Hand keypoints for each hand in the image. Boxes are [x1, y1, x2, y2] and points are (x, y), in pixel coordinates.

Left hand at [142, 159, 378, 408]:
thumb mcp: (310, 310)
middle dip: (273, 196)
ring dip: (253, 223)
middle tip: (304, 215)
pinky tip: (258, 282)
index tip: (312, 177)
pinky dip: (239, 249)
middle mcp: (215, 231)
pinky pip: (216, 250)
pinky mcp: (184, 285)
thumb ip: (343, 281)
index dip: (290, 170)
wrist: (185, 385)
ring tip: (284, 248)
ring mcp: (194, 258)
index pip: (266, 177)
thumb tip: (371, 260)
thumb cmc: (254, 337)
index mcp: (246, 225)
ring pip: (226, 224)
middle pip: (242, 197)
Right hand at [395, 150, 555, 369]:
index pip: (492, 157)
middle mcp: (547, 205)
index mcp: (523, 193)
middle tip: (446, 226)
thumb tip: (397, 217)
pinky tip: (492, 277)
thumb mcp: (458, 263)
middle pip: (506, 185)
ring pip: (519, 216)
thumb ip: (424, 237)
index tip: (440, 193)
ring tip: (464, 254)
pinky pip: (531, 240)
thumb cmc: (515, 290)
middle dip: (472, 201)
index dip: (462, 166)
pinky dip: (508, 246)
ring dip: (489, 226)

§ EXERCISE PROMPT
Where a line of the data holds the word "index", copy that line.

§ REPLY
index tip: (312, 177)
index dip: (290, 170)
index pip: (266, 177)
index mcp: (246, 225)
index pip: (492, 157)
index mcp: (523, 193)
index tip: (440, 193)
index dip: (462, 166)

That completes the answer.